## Supplied data

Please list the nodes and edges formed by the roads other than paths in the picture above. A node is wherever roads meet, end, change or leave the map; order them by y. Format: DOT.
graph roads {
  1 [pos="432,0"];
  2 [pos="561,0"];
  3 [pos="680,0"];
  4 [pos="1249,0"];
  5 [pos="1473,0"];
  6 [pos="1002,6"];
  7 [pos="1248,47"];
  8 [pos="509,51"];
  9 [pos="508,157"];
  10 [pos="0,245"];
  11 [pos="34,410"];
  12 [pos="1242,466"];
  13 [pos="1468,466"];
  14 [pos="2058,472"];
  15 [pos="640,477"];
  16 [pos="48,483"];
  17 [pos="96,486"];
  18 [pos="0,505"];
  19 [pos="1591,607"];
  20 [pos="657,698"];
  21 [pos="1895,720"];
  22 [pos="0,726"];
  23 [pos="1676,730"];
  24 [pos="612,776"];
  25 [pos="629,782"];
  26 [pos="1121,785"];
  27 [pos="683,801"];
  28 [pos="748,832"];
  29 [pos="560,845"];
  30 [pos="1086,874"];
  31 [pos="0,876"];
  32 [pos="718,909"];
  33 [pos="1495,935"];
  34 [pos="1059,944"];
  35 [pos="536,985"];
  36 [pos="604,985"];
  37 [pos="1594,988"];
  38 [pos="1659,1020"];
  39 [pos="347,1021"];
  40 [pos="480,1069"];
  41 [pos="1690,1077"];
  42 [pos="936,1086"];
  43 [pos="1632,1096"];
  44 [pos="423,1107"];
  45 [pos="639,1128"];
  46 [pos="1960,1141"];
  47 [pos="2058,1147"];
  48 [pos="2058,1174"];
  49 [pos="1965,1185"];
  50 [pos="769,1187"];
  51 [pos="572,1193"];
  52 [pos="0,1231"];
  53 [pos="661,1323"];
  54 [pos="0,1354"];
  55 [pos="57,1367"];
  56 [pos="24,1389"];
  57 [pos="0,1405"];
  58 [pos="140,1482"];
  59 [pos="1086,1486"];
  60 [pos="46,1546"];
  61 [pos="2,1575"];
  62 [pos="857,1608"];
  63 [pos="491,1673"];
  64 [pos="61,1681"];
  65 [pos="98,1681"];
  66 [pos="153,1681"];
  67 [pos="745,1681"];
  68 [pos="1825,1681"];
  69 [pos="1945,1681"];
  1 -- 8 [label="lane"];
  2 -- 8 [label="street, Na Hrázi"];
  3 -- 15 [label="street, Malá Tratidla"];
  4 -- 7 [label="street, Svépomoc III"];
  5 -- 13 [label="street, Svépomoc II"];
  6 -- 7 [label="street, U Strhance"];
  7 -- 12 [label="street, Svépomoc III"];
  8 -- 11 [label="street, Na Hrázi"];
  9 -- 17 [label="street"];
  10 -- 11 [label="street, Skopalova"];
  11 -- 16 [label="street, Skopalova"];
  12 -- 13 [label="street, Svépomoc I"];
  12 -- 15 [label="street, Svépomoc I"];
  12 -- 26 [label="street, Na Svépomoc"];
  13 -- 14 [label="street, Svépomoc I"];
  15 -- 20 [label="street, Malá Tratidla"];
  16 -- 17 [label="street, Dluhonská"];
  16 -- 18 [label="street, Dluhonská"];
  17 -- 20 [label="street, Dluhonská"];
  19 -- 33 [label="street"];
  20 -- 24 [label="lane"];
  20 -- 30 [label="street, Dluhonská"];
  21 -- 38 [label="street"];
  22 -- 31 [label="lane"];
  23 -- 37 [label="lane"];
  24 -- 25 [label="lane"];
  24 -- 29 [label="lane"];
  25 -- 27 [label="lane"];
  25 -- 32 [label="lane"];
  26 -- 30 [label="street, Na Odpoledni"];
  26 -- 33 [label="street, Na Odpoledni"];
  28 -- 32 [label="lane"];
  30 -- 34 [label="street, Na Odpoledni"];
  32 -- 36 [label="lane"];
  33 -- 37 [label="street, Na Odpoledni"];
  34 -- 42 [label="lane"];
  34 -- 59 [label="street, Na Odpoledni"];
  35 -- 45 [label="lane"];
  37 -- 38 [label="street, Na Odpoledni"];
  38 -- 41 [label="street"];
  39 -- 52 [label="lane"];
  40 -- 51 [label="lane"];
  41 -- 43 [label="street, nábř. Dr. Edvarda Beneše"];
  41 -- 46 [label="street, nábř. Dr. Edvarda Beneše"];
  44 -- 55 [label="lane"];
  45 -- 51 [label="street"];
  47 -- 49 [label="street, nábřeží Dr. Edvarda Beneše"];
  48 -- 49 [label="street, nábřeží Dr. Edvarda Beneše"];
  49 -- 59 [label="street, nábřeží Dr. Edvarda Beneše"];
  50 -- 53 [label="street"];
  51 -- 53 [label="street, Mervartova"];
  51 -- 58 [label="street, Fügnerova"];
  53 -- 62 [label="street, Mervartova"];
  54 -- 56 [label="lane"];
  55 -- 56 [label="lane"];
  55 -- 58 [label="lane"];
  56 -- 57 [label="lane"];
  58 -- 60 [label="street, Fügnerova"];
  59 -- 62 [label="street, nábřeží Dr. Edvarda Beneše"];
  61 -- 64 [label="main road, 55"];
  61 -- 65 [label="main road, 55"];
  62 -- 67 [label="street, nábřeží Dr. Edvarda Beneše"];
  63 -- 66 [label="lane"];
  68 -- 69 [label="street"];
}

## Description of the task
Return a copy of each line in the records above that has "Tratidla" in it.

## Result of the exercise
  3 -- 15 [label="street, Malá Tratidla"];
  15 -- 20 [label="street, Malá Tratidla"];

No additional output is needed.